Let's be clear. The problem isn't so much that we disagree and often disagree violently. It's rather that we live on different planets, inhabit different universes, play different words games, which make conversation and debate not so much contentious as impossible. There is assertion rather than argument, no appreciation of complexity, merely the wielding of power. Decadence? We find it difficult simply "to entertain an idea"! I like that expression - to be so secure in one's being as to be able to live with an alien idea for a while, to see if it fits, to bring about a change of mind and heart - to entertain an idea.
We talk a lot about freedom but seem to know little of its cost and the absence of true debate is manifested in our temples of higher education. Some Yale students want to dump Shakespeare, Chaucer and Milton because they are "oppressive" and there's a cautionary tale recently coming out of Oberlin college. The story goes that recently more than 1300 students signed a petition asking that midterms and all grades below a C be abolished to accommodate their busy protest schedules. Attending demonstrations against social injustice leave little time for study.
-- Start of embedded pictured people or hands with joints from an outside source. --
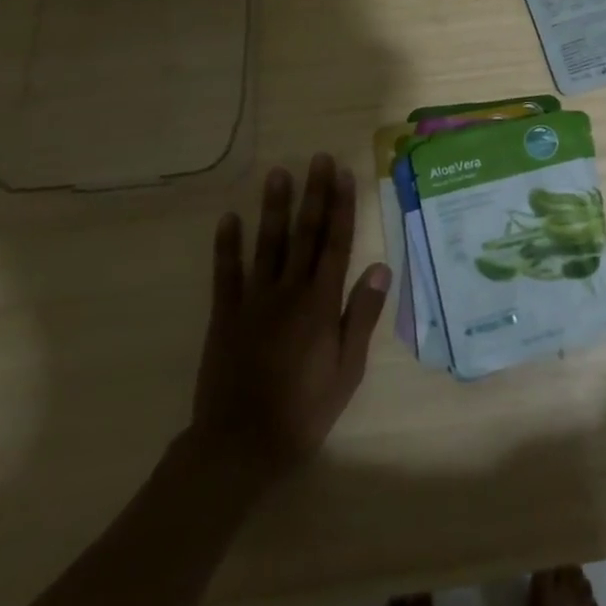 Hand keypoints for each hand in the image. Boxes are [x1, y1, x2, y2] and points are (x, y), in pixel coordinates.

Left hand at [185, 154, 390, 483]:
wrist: (240, 446)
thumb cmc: (304, 410)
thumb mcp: (347, 369)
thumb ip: (361, 316)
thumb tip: (380, 267)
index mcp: (321, 303)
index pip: (336, 243)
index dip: (342, 206)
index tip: (345, 174)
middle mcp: (289, 291)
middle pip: (305, 233)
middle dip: (314, 194)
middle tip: (318, 159)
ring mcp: (254, 301)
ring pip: (267, 244)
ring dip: (274, 207)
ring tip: (278, 174)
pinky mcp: (225, 316)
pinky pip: (226, 274)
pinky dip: (227, 245)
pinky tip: (228, 219)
How deep and informed is a protest without a vision of justice? There's no appeal to a shared reality or a common humanity. Just the insistence on identity education as well as identity politics. Let's repeat the 60s without learning from them.
This reminds me of the story of the idealist left-wing students in Paris who in 1968, drunk with the possibility of a new political beginning went to the old Marxist philosopher Alexandre Kojève to ask his advice. "what should we do?" "Learn Greek!" he told them. They were confused and dumbfounded. This was the last thing they expected. They were hoping for something like, "Demonstrate! Occupy a building! Overturn and burn a few automobiles! Start the revolution." But, learn Greek? What the hell for?" The response! You want to be free? All right! Learn Greek. Be grounded in a tradition. Embrace its disciplines! If you do, you might bump into a different vision of freedom from the one where you get a high from following your appetites and instincts.
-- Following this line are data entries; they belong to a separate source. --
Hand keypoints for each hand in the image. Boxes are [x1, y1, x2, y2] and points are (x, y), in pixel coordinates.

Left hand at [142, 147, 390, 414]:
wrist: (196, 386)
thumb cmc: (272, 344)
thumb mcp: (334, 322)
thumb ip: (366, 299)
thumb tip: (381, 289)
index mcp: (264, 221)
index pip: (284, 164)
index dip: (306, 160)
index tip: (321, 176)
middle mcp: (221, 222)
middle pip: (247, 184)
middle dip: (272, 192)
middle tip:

Or what about this? Imagine a young boy, sixteen years old, in prison for resisting the Nazis. He asked himself the question, "How should I demonstrate my freedom?" This is what he did. He tore off a piece of brown paper from under his mattress and wrote down, with a blunt pencil he had cadged from a guard, all the Latin verbs he could remember. This was the way he demonstrated his free spirit. He was Ralf, Baron Dahrendorf, known as a defender of liberty. Writing down Latin verbs was his way of expressing his freedom. "In the preservation of liberty," he wrote later, "we have the weapons we need, our minds.'" He presumed that we have well-furnished ones in the first place.
It's hard to imagine any contemporary American giving such an example of the free spirit. It all sounds too esoteric and elitist. Learn Greek! Master a few Latin verbs. - you can't get more elitist than that? But don't let's be put off by this apparently snobbish advice. Underneath is the assumption that freedom is a complex matter not only requiring disciplines, but also realizing what it means to stand in a tradition. To be truly free is to be a citizen with obligations and responsibilities. This is the clarion call at this present time. "The best lack all conviction, while the worst are full of passionate intensity"? Is this true about us? I hope not.